• Your assignment:
Identify each line in the records below that contains the word "Glenwyck", and copy it.

Extracted data entries:
--------------------------------

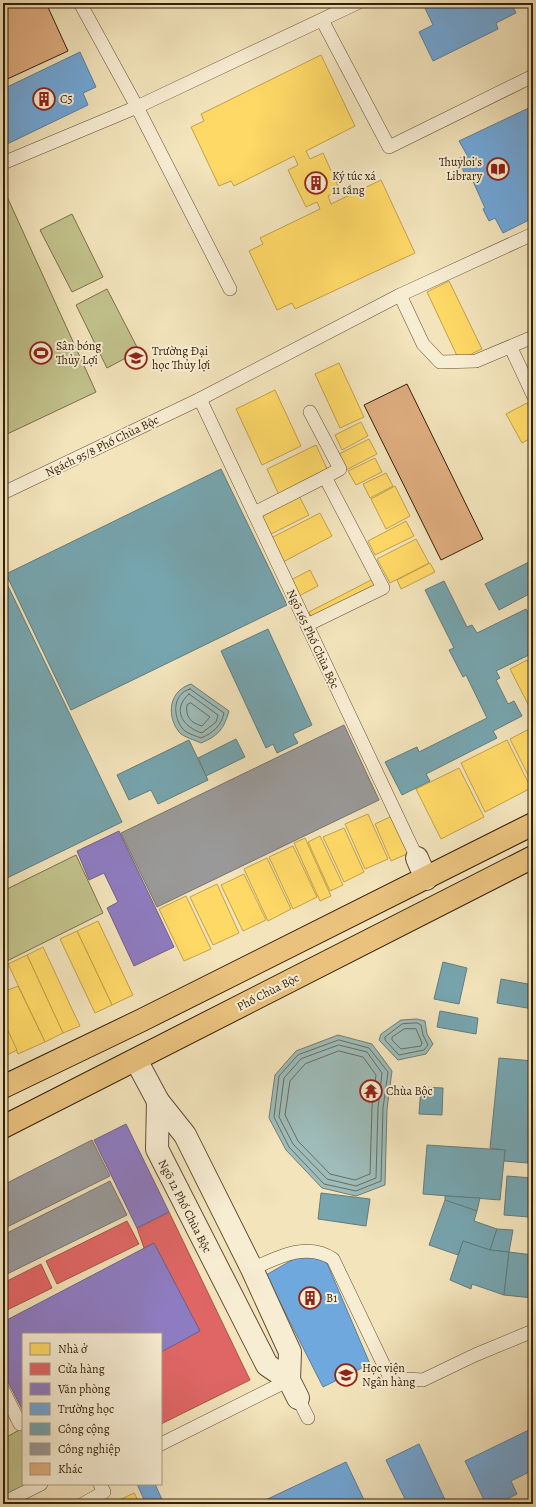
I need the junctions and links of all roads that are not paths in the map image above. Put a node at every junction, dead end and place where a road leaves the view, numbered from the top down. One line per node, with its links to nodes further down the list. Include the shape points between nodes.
1 (80, 3): 5 (lane)
2 (357, 3): 3 (lane)
3 (322, 20): 4 (lane, via 389,147); 5 (lane)
4 (533, 76)
5 (137, 107): 6 (lane); 8 (lane)
6 (3, 163)
7 (533, 234): 9 (lane, Ngách 95/8 Phố Chùa Bộc)
8 (230, 289)
9 (400, 295): 11 (lane, via 424,344 440,362 476,361); 13 (lane, Ngách 95/8 Phố Chùa Bộc)
10 (533, 337): 11 (lane)
11 (511, 348): 12 (lane)
12 (533, 395)
13 (200, 399): 16 (lane, Ngách 95/8 Phố Chùa Bộc); 17 (lane, Ngõ 165 Phố Chùa Bộc)
14 (310, 412): 15 (lane, via 340,469)
15 (325, 477): 17 (lane); 18 (lane, via 383,588)
16 (3, 493)
17 (254, 513): 18 (lane, Ngõ 165 Phố Chùa Bộc)
18 (307, 625): 21 (lane, Ngõ 165 Phố Chùa Bộc)
19 (533, 824): 22 (main road)
20 (533, 857): 24 (main road, Phố Chùa Bộc, via 462,891)
21 (417, 858): 22 (street, Ngõ 165 Phố Chùa Bộc)
22 (426, 879): 23 (main road)
23 (122, 1030): 24 (main road); 25 (main road)
24 (136, 1060): 26 (street, Ngõ 12 Phố Chùa Bộc); 27 (main road, Phố Chùa Bộc)
25 (3, 1087)
26 (158, 1101): 28 (street, Ngõ 12 Phố Chùa Bộc, via 185,1135); 29 (street, Ngõ 12 Phố Chùa Bộc, via 157,1149)
27 (3, 1127)
28 (252, 1269): 29 (street); 30 (lane, via 301,1250 323,1252 333,1259 390,1378 423,1380); 31 (street, Ngõ 12 Phố Chùa Bộc, via 290,1352)
29 (224, 1283): 31 (street, Ngõ 12 Phố Chùa Bộc, via 267,1365)
30 (533, 1331)
31 (293, 1389): 33 (lane); 35 (lane)
32 (3, 1390): 34 (lane)
33 (308, 1418)
34 (20, 1424)
35 (162, 1444)
36 (39, 1485): 38 (lane)
37 (100, 1485): 39 (lane, via 104,1492)
38 (3, 1503)
39 (83, 1504)

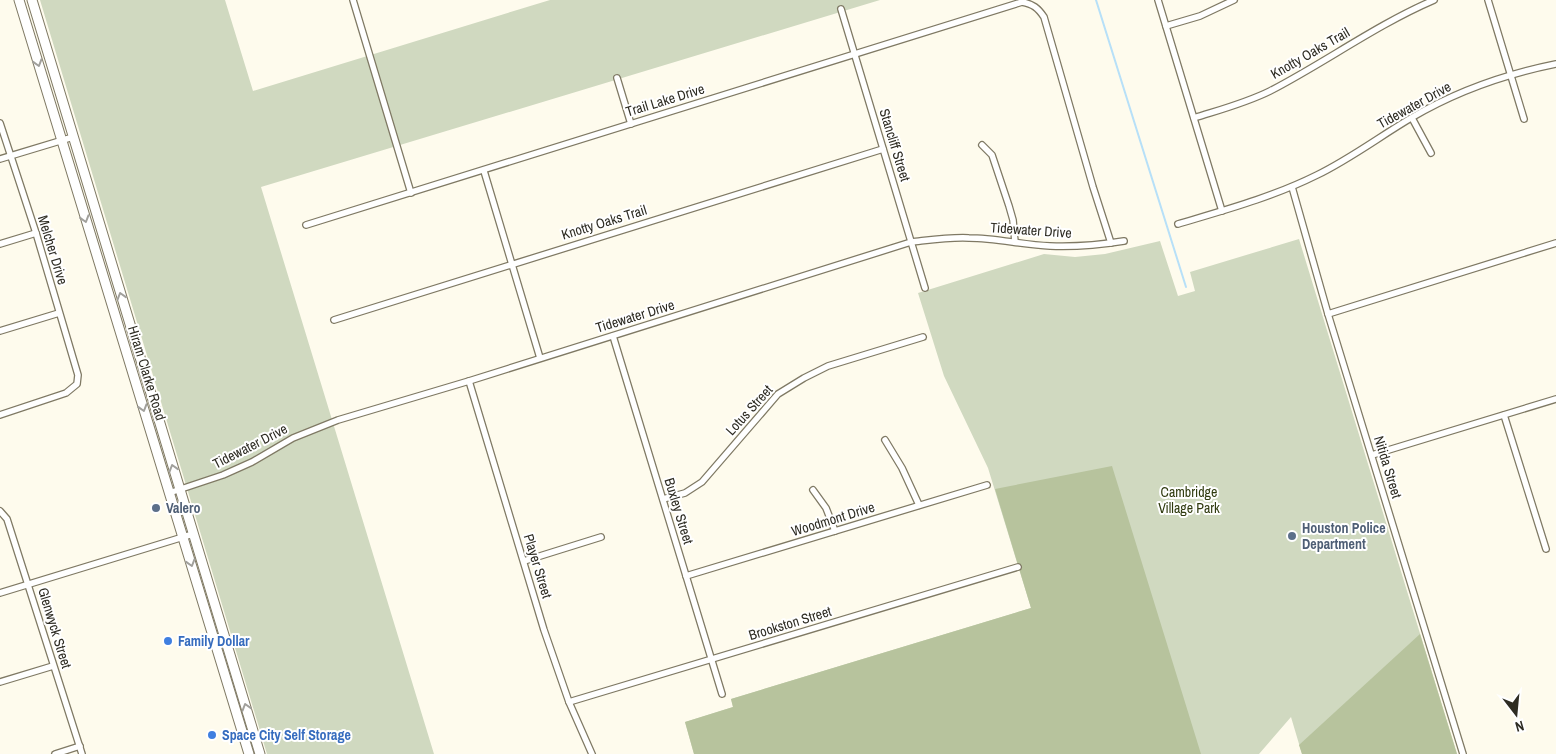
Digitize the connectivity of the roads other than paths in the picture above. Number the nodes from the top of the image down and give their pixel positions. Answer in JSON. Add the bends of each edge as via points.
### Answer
{"nodes":[{"id":1,"x":19,"y":0,"type":"edge"},
{"id":2,"x":32,"y":0,"type":"edge"},
{"id":3,"x":353,"y":0,"type":"edge"},
{"id":4,"x":1158,"y":0,"type":"edge"},
{"id":5,"x":1234,"y":0,"type":"edge"},
{"id":6,"x":1434,"y":0,"type":"edge"},
{"id":7,"x":1488,"y":0,"type":"edge"},
{"id":8,"x":841,"y":9,"type":"dead end"},
{"id":9,"x":1166,"y":26,"type":"junction"},
{"id":10,"x":44,"y":40,"type":"junction"},
{"id":11,"x":32,"y":44,"type":"junction"},
{"id":12,"x":854,"y":54,"type":"junction"},
{"id":13,"x":1556,"y":64,"type":"edge"},
{"id":14,"x":1511,"y":76,"type":"junction"},
{"id":15,"x":616,"y":78,"type":"dead end"},
{"id":16,"x":1194,"y":118,"type":"junction"},
{"id":17,"x":1412,"y":118,"type":"junction"},
{"id":18,"x":1524,"y":120,"type":"dead end"},
{"id":19,"x":0,"y":123,"type":"edge"},
{"id":20,"x":631,"y":124,"type":"junction"},
{"id":21,"x":73,"y":137,"type":"junction"},
{"id":22,"x":61,"y":140,"type":"junction"},
{"id":23,"x":982,"y":145,"type":"dead end"},
{"id":24,"x":883,"y":149,"type":"junction"},
{"id":25,"x":1431,"y":153,"type":"dead end"},
{"id":26,"x":10,"y":156,"type":"junction"},
{"id":27,"x":0,"y":159,"type":"edge"},
{"id":28,"x":484,"y":170,"type":"junction"},
{"id":29,"x":1292,"y":187,"type":"junction"},
{"id":30,"x":411,"y":193,"type":"junction"},
{"id":31,"x":1222,"y":211,"type":"junction"},
{"id":32,"x":1178,"y":224,"type":"dead end"},
{"id":33,"x":306,"y":225,"type":"dead end"},
{"id":34,"x":36,"y":233,"type":"junction"},
{"id":35,"x":1124,"y":241,"type":"dead end"},
{"id":36,"x":911,"y":242,"type":"junction"},
{"id":37,"x":1014,"y":242,"type":"junction"},
{"id":38,"x":1111,"y":243,"type":"junction"},
{"id":39,"x":1556,"y":243,"type":"edge"},
{"id":40,"x":0,"y":244,"type":"edge"},
{"id":41,"x":108,"y":252,"type":"junction"},
{"id":42,"x":97,"y":256,"type":"junction"},
{"id":43,"x":512,"y":264,"type":"junction"},
{"id":44,"x":925,"y":288,"type":"dead end"},
{"id":45,"x":59,"y":313,"type":"junction"},
{"id":46,"x":1328,"y":314,"type":"junction"},
{"id":47,"x":334,"y":320,"type":"dead end"},
{"id":48,"x":0,"y":331,"type":"edge"},
{"id":49,"x":613,"y":336,"type":"junction"},
{"id":50,"x":923,"y":337,"type":"dead end"},
{"id":51,"x":540,"y":358,"type":"junction"},
{"id":52,"x":144,"y":372,"type":"junction"},
{"id":53,"x":133,"y":376,"type":"junction"},
{"id":54,"x":469,"y":381,"type":"junction"},
{"id":55,"x":1556,"y":399,"type":"edge"},
{"id":56,"x":0,"y":415,"type":"edge"},
{"id":57,"x":1504,"y":415,"type":"junction"},
{"id":58,"x":885,"y":440,"type":"dead end"},
{"id":59,"x":1372,"y":455,"type":"junction"},
{"id":60,"x":987,"y":485,"type":"dead end"},
{"id":61,"x":180,"y":489,"type":"junction"},
{"id":62,"x":813,"y":490,"type":"dead end"},
{"id":63,"x":169,"y":493,"type":"junction"},
{"id":64,"x":663,"y":499,"type":"junction"},
{"id":65,"x":919,"y":505,"type":"junction"},
{"id":66,"x":0,"y":511,"type":"edge"},
{"id":67,"x":835,"y":531,"type":"junction"},
{"id":68,"x":193,"y":534,"type":"junction"},
{"id":69,"x":601,"y":536,"type":"dead end"},
{"id":70,"x":183,"y":537,"type":"junction"},
{"id":71,"x":1546,"y":549,"type":"dead end"},
{"id":72,"x":524,"y":561,"type":"junction"},
{"id":73,"x":1018,"y":567,"type":"dead end"},
{"id":74,"x":686,"y":576,"type":"junction"},
{"id":75,"x":28,"y":585,"type":"junction"},
{"id":76,"x":0,"y":593,"type":"edge"},
{"id":77,"x":231,"y":657,"type":"junction"},
{"id":78,"x":220,"y":660,"type":"junction"},
{"id":79,"x":712,"y":660,"type":"junction"},
{"id":80,"x":53,"y":666,"type":"junction"},
{"id":81,"x":0,"y":682,"type":"edge"},
{"id":82,"x":722,"y":694,"type":"dead end"},
{"id":83,"x":569,"y":702,"type":"junction"},
{"id":84,"x":80,"y":746,"type":"junction"},
{"id":85,"x":55,"y":754,"type":"edge"},
{"id":86,"x":82,"y":754,"type":"edge"},
{"id":87,"x":249,"y":754,"type":"edge"},
{"id":88,"x":260,"y":754,"type":"edge"},
{"id":89,"x":592,"y":754,"type":"edge"},
{"id":90,"x":1463,"y":754,"type":"edge"}],
"edges":[{"from":1,"to":11,"type":"main road","name":"Hiram Clarke Road"},
{"from":2,"to":10,"type":"main road","name":"Hiram Clarke Road"},
{"from":3,"to":30,"type":"street"},
{"from":4,"to":9,"type":"street"},
{"from":5,"to":9,"type":"street","via":[[1200,16]]},
{"from":6,"to":16,"type":"street","name":"Knotty Oaks Trail","via":[[1380,26],[1268,92]]},
{"from":7,"to":14,"type":"street"},
{"from":8,"to":12,"type":"street","name":"Stancliff Street"},
{"from":9,"to":16,"type":"street"},
{"from":10,"to":11,"type":"main road"},
{"from":10,"to":21,"type":"main road","name":"Hiram Clarke Road"},
{"from":11,"to":22,"type":"main road","name":"Hiram Clarke Road","one_way":true},
{"from":12,"to":20,"type":"street","name":"Trail Lake Drive"},
{"from":12,"to":24,"type":"street","name":"Stancliff Street"},
{"from":12,"to":38,"type":"street","name":"Trail Lake Drive","via":[[1022,2],[1032,4],[1044,17]]},
{"from":13,"to":14,"type":"street","name":"Tidewater Drive"},
{"from":14,"to":17,"type":"street","name":"Tidewater Drive","via":[[1474,88]]},
{"from":14,"to":18,"type":"street"},
{"from":15,"to":20,"type":"street"},
{"from":16,"to":31,"type":"street"},
{"from":17,"to":25,"type":"street"},
{"from":17,"to":29,"type":"street","name":"Tidewater Drive","via":[[1342,162]]},
{"from":19,"to":26,"type":"street","name":"Melcher Drive"},
{"from":20,"to":28,"type":"street","name":"Trail Lake Drive"},
{"from":21,"to":22,"type":"street"},
{"from":21,"to":41,"type":"main road","name":"Hiram Clarke Road"},
{"from":22,"to":26,"type":"street"},
{"from":22,"to":42,"type":"main road","name":"Hiram Clarke Road","one_way":true},
{"from":23,"to":37,"type":"street","via":[[992,155],[1006,197],[1013,220]]},
{"from":24,"to":36,"type":"street","name":"Stancliff Street"},
{"from":24,"to":43,"type":"street","name":"Knotty Oaks Trail"},
{"from":26,"to":27,"type":"street"},
{"from":26,"to":34,"type":"street","name":"Melcher Drive"},
{"from":28,"to":30,"type":"street","name":"Trail Lake Drive"},
{"from":28,"to":43,"type":"street"},
{"from":29,"to":31,"type":"street","name":"Tidewater Drive"},
{"from":29,"to":46,"type":"street","name":"Nitida Street"},
{"from":30,"to":33,"type":"street","name":"Trail Lake Drive"},
{"from":31,"to":32,"type":"street","name":"Tidewater Drive"},
{"from":34,"to":40,"type":"street"},
{"from":34,"to":45,"type":"street","name":"Melcher Drive"},
{"from":35,"to":38,"type":"street","name":"Tidewater Drive"},
{"from":36,"to":37,"type":"street","name":"Tidewater Drive","via":[[940,238]]},
{"from":36,"to":44,"type":"street","name":"Stancliff Street"},
{"from":36,"to":49,"type":"street","name":"Tidewater Drive"},
{"from":37,"to":38,"type":"street","name":"Tidewater Drive","via":[[1048,246]]},
{"from":39,"to":46,"type":"street"},
{"from":41,"to":42,"type":"main road"},
{"from":52,"to":41,"type":"main road","name":"Hiram Clarke Road","one_way":true},
{"from":42,"to":53,"type":"main road","name":"Hiram Clarke Road"},
{"from":43,"to":47,"type":"street","name":"Knotty Oaks Trail"},
{"from":43,"to":51,"type":"street"},
{"from":45,"to":48,"type":"street"},
{"from":45,"to":56,"type":"street","name":"Melcher Drive","via":[[78,375],[77,384],[66,394]]},
{"from":46,"to":59,"type":"street","name":"Nitida Street"},
{"from":49,"to":51,"type":"street","name":"Tidewater Drive"},
{"from":49,"to":64,"type":"street","name":"Buxley Street"},
{"from":50,"to":64,"type":"street","name":"Lotus Street","via":[[828,366],[778,394],[702,482],[685,493]]},
{"from":51,"to":54,"type":"street","name":"Tidewater Drive"},
{"from":52,"to":53,"type":"main road"},
{"from":61,"to":52,"type":"main road","name":"Hiram Clarke Road","one_way":true},
{"from":53,"to":63,"type":"main road","name":"Hiram Clarke Road","one_way":true},
{"from":54,"to":61,"type":"street","name":"Tidewater Drive","via":[[338,420],[293,438],[223,475]]},
{"from":54,"to":72,"type":"street","name":"Player Street"},
{"from":55,"to":57,"type":"street"},
{"from":57,"to":59,"type":"street"},
{"from":57,"to":71,"type":"street"},
{"from":58,"to":65,"type":"street"},
{"from":59,"to":90,"type":"street","name":"Nitida Street"},
{"from":60,"to":65,"type":"street","name":"Woodmont Drive"},
{"from":61,"to":63,"type":"street","name":"Tidewater Drive"},
{"from":61,"to":68,"type":"main road","name":"Hiram Clarke Road"},
{"from":62,"to":67,"type":"street","via":[[826,508]]},
{"from":63,"to":70,"type":"main road","name":"Hiram Clarke Road"},
{"from":64,"to":74,"type":"street","name":"Buxley Street"},
{"from":65,"to":67,"type":"street","name":"Woodmont Drive"},
{"from":66,"to":75,"type":"street","name":"Glenwyck Street","via":[[7,519]]},
{"from":67,"to":74,"type":"street","name":"Woodmont Drive"},
{"from":68,"to":70,"type":"street"},
{"from":68,"to":77,"type":"main road","name":"Hiram Clarke Road"},
{"from":69,"to":72,"type":"street"},
{"from":70,"to":75,"type":"street"},
{"from":70,"to":78,"type":"main road","name":"Hiram Clarke Road","one_way":true},
{"from":72,"to":83,"type":"street","name":"Player Street"},
{"from":73,"to":79,"type":"street","name":"Brookston Street"},
{"from":74,"to":79,"type":"street","name":"Buxley Street"},
{"from":75,"to":76,"type":"street"},
{"from":75,"to":80,"type":"street","name":"Glenwyck Street"},
{"from":77,"to":78,"type":"main road"},
{"from":88,"to":77,"type":"main road","name":"Hiram Clarke Road","one_way":true},
{"from":78,"to":87,"type":"main road","name":"Hiram Clarke Road"},
{"from":79,"to":82,"type":"street","name":"Buxley Street"},
{"from":79,"to":83,"type":"street","name":"Brookston Street"},
{"from":80,"to":81,"type":"street"},
{"from":80,"to":84,"type":"street","name":"Glenwyck Street"},
{"from":83,"to":89,"type":"street","name":"Player Street"},
{"from":84,"to":85,"type":"street"},
{"from":84,"to":86,"type":"street","name":"Glenwyck Street"}]}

--------------------------------

• Result below:
{"from":66,"to":75,"type":"street","name":"Glenwyck Street","via":[[7,519]]},
{"from":75,"to":80,"type":"street","name":"Glenwyck Street"},
{"from":80,"to":84,"type":"street","name":"Glenwyck Street"},
{"from":84,"to":86,"type":"street","name":"Glenwyck Street"}]}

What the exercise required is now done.